En similares términos se expresa Camacho. Al rememorar aquellos años, el exjugador madridista y exseleccionador nacional comenta que “el Madrid es muy superior al Wolfsburgo. Tiene futbolistas de talla mundial, lo que no teníamos nosotros, y mandará a su casa al conjunto alemán. Zidane habrá mentalizado a tope a los jugadores para solventar la papeleta, porque sabe que en este encuentro se juegan la temporada. Las dos derrotas seguidas del Barcelona han supuesto que el Madrid se vuelva a ilusionar e intentar ganar la Liga. Estoy convencido de que los aficionados llevarán en volandas al equipo y que resolverá la eliminatoria”.

Camacho: "Apuesto doble contra sencillo que el Madrid dejará fuera al Wolfsburgo.

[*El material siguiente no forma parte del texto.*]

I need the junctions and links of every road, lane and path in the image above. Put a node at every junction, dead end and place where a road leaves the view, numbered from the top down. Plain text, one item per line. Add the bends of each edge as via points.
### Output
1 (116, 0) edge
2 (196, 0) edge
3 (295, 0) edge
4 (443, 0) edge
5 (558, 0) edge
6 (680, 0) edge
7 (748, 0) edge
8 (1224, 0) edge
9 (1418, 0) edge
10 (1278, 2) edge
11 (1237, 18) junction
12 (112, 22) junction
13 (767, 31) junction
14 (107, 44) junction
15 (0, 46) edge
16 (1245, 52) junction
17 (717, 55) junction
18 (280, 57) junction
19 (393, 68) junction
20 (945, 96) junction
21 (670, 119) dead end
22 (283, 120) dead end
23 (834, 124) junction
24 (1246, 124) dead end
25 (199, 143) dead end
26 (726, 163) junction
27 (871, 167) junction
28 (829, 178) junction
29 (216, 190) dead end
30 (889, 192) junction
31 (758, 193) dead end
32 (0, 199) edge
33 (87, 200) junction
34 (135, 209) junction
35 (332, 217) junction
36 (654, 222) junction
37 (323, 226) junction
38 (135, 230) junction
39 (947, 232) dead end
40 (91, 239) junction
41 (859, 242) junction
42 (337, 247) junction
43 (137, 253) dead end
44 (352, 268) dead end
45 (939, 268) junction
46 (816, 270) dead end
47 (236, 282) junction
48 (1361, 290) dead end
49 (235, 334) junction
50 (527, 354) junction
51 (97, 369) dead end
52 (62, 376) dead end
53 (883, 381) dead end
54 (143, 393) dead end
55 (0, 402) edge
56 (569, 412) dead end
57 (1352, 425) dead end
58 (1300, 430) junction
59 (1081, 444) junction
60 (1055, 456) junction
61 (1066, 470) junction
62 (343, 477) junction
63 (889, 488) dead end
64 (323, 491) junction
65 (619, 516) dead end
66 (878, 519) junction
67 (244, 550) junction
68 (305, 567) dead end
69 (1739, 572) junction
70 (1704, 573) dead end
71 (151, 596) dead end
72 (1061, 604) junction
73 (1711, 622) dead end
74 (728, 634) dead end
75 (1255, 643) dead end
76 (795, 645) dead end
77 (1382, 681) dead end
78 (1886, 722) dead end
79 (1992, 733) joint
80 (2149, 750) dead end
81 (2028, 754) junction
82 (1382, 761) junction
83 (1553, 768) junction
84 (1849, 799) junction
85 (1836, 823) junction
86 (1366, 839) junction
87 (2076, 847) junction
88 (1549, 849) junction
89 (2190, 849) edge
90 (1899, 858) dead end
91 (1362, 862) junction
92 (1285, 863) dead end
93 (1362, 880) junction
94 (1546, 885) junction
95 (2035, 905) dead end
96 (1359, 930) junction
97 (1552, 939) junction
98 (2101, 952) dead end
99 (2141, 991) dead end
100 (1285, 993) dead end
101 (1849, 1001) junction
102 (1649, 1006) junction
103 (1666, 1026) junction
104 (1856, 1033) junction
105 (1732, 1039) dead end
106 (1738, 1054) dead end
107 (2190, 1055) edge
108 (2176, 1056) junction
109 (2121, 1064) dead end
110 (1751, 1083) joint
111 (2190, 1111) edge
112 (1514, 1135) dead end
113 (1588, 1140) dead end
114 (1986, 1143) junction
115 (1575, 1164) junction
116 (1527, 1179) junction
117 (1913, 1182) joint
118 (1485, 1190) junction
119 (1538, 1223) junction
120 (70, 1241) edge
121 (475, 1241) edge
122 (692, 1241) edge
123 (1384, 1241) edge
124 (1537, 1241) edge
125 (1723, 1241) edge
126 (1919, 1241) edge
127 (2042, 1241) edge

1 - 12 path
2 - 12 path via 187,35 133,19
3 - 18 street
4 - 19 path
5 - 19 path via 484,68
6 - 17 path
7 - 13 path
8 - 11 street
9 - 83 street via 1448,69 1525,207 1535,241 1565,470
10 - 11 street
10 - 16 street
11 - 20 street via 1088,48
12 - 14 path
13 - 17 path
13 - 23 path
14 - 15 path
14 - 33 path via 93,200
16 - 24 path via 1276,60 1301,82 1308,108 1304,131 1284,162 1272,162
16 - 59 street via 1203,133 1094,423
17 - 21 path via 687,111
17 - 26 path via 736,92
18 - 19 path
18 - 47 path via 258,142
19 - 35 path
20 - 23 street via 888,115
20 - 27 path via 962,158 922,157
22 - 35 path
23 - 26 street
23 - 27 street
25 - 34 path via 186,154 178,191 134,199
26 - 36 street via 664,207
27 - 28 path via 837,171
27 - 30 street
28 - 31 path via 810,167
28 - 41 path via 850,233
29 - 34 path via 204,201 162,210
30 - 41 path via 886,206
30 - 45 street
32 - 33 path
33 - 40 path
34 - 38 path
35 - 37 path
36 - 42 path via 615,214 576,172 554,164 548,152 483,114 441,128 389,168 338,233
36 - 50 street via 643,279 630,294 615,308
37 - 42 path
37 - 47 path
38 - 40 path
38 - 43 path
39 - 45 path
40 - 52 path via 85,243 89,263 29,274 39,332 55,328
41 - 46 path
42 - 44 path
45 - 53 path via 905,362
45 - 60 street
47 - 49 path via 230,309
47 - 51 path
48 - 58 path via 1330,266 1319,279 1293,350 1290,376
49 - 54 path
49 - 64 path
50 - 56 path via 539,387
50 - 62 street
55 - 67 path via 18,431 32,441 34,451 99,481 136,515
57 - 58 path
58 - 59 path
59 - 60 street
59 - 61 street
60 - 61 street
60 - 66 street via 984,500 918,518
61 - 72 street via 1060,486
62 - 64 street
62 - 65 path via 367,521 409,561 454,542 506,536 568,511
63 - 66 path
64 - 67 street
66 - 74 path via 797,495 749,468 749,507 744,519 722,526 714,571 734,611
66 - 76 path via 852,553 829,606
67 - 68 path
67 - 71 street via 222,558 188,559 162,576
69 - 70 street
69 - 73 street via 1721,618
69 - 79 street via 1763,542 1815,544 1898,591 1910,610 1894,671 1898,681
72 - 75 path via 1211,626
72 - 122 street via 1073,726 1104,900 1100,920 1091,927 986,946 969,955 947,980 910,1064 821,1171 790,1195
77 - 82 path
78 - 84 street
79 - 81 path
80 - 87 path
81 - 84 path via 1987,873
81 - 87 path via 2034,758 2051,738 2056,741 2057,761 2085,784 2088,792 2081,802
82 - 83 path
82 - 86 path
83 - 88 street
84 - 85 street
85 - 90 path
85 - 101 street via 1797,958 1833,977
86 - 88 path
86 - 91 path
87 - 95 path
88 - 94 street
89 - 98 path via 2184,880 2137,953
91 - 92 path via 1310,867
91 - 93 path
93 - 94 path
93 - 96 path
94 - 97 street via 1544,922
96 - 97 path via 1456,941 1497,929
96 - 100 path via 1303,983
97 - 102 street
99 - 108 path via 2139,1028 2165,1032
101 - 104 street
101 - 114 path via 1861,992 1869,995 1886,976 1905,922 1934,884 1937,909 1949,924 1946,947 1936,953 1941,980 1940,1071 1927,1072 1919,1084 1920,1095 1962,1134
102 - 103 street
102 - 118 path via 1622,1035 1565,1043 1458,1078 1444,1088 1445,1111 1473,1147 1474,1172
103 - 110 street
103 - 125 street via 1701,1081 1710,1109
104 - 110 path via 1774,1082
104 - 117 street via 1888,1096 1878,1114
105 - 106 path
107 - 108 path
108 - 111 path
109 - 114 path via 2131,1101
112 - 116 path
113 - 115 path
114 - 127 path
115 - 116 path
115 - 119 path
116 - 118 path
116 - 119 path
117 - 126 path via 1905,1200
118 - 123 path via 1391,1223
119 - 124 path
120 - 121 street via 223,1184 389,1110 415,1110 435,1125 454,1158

Lo contrario sería una gran sorpresa para todo el madridismo”

Para concluir, Camacho comenta que “tampoco es cuestión de sacar a relucir el 'espíritu Juanito'. Juan, desgraciadamente, hace muchos años que ya no está entre nosotros. ¡Claro que Juanito tenía un carácter y un espíritu innato de ganador! Virtudes que también demostrábamos todos sus compañeros. Estoy de acuerdo con lo que ha dicho su hijo Roberto: que se olviden de su padre, que le dejen en paz. Insisto: apuesto doble contra sencillo que el Madrid dejará fuera de la competición al Wolfsburgo. Lo contrario sería una gran sorpresa para todo el madridismo”.